W ocenie IPN, „Dąbrowszczacy” byli realizatorami polityki stalinowskiej na Półwyspie Iberyjskim, a postać samego Jarosława Dąbrowskiego, zasłużonego polskiego dowódcy, który po klęsce w wojnie z Prusami w roku 1871, stanął na czele wojsk tzw. Komuny Paryskiej – wykorzystywali ze względów propagandowych. W uzasadnieniu zmiany nazwy ulicy Dąbrowszczaków IPN stwierdził, iż należeli oni „do ściśle współpracującego z wywiadem sowieckim pionu politycznego – pełnili m.in. funkcje komisarzy politycznych, tworzonych przy poszczególnych jednostkach wojskowych według wzorców stalinowskich”.
Na stronie internetowej IPN znajduje się lista przykładowych ulic podlegających zmianie.
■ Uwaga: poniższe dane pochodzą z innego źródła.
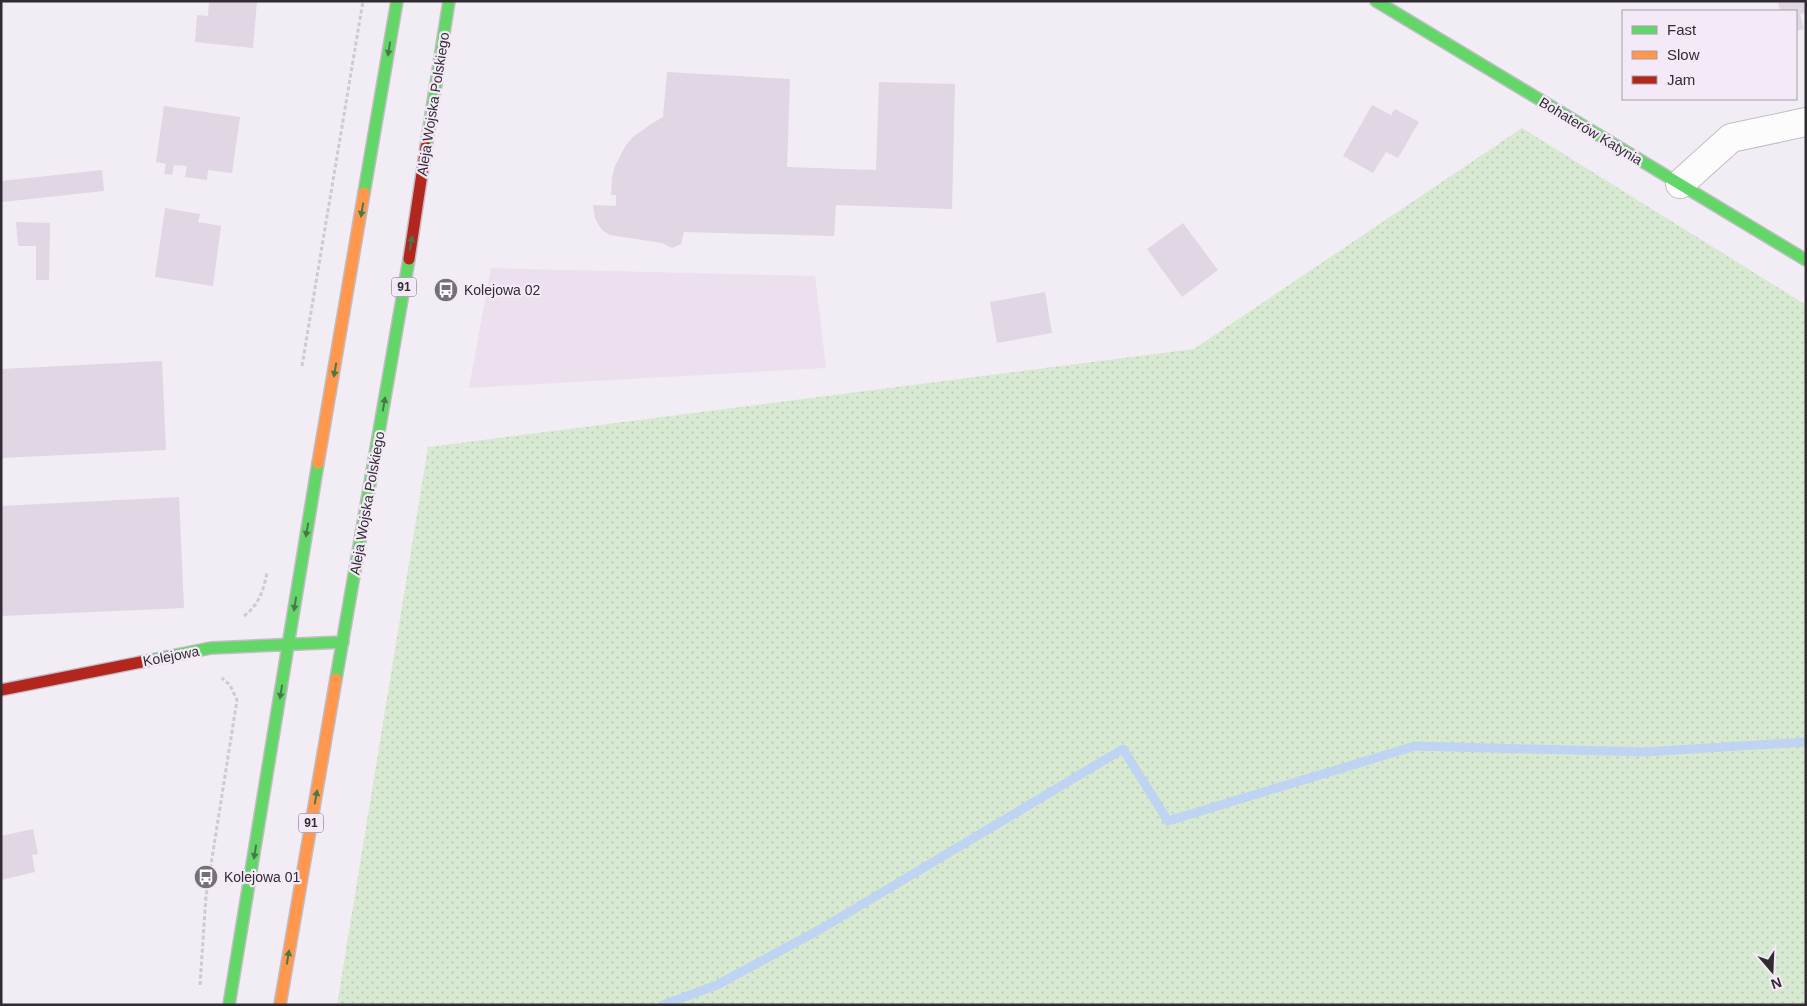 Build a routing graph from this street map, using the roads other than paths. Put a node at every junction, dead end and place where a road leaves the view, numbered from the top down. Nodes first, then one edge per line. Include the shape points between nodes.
1 (397, 1) edge
2 (449, 1) edge
3 (1376, 1) edge
4 (1806, 122) edge
5 (1680, 184) junction
6 (1806, 260) edge
7 (344, 642) junction
8 (289, 644) junction
9 (1, 690) edge
10 (229, 1005) edge
11 (280, 1005) edge

1 -> 8 main road
7 -> 2 main road, Aleja Wojska Polskiego / 91
3 - 5 main road, Bohaterów Katynia
4 - 5 street via 1731,138
5 - 6 main road, Bohaterów Katynia
7 - 8 main road, Kolejowa
11 -> 7 main road, Aleja Wojska Polskiego / 91
8 - 9 main road, Kolejowa via 211,648
8 -> 10 main road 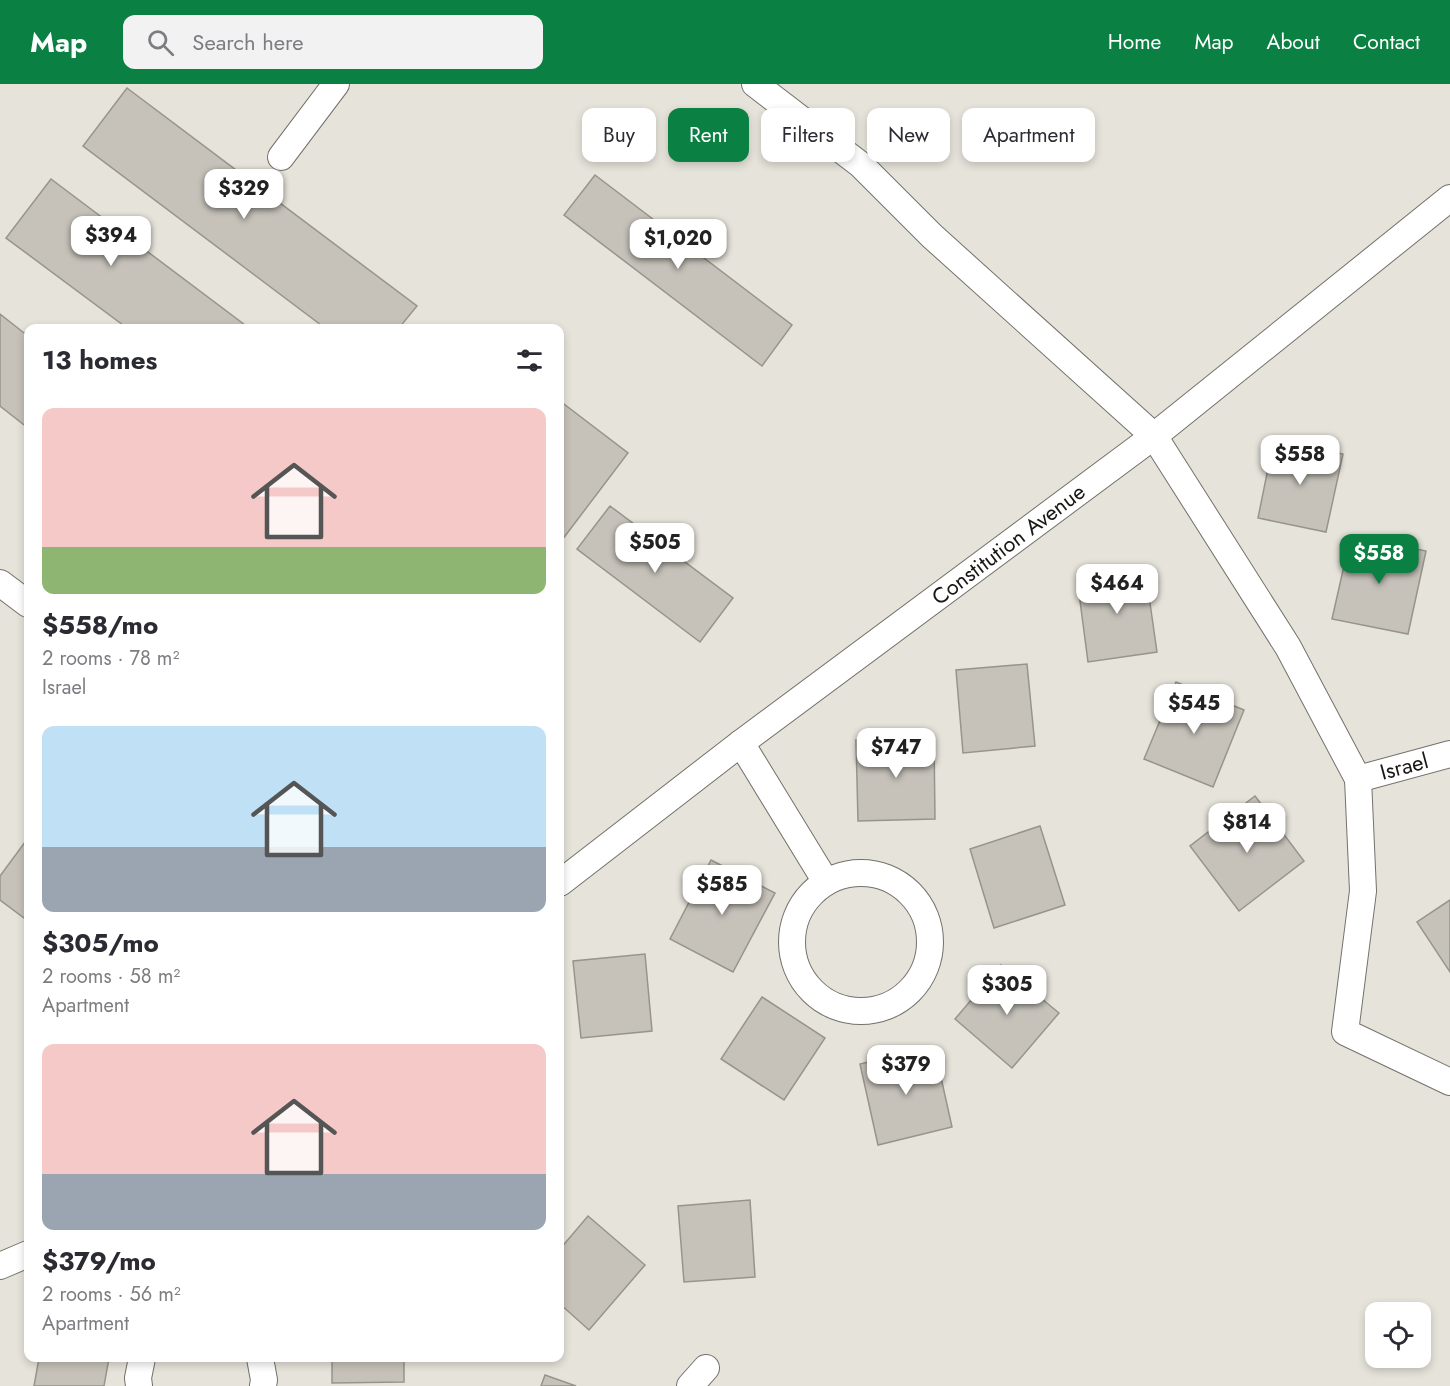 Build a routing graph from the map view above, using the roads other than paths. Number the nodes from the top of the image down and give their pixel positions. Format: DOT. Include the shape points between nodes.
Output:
graph roads {
  1 [pos="336,84"];
  2 [pos="755,84"];
  3 [pos="281,157"];
  4 [pos="1450,198"];
  5 [pos="1154,436"];
  6 [pos="0,583"];
  7 [pos="24,601"];
  8 [pos="741,743"];
  9 [pos="1450,754"];
  10 [pos="1358,778"];
  11 [pos="564,880"];
  12 [pos="826,882"];
  13 [pos="1450,1082"];
  14 [pos="24,1256"];
  15 [pos="0,1266"];
  16 [pos="141,1362"];
  17 [pos="261,1362"];
  18 [pos="139,1386"];
  19 [pos="263,1386"];
  1 -- 3 [label="street"];
  2 -- 5 [label="street" via="861,165 932,236"];
  4 -- 5 [label="street, Constitution Avenue"];
  5 -- 8 [label="street, Constitution Avenue"];
  5 -- 10 [label="street" via="1288,647"];
  6 -- 7 [label="street"];
  8 -- 11 [label="street, Constitution Avenue"];
  8 -- 12 [label="street"];
  9 -- 10 [label="street, Israel"];
  10 -- 13 [label="street" via="1363,891 1345,1032"];
  12 -- 12 [label="street" via="849,874 874,873 910,892 924,912 929,925 928,959 919,982 894,1004 871,1012 845,1011 810,991 797,971 792,928 798,911 813,891"];
  14 -- 15 [label="street"];
  16 -- 18 [label="street"];
  17 -- 19 [label="street"];
}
Są tam także informacje dla samorządów i dla mieszkańców, którzy nie poniosą w związku ze zmianami żadnych kosztów.
Wśród nazw ulic, które IPN zakwalifikował do zmian (wraz z komentarzem historycznym) są m.in. ul. 1 Armii Wojska Polskiego (także 2 AWP), 22 lipca, 9 maja (1945 r.), Armii Czerwonej, Zygmunta Berlinga, Bohaterów Stalingradu (także Obrońców Stalingradu), Dąbrowszczaków, Edwarda Gierka, Ludowego Wojska Polskiego, Juliana Marchlewskiego, Marcelego Nowotki, PKWN, Wincentego Rzymowskiego, Karola Świerczewskiego, np. 10-lecia lub 40-lecia PRL, Michała Żymierskiego.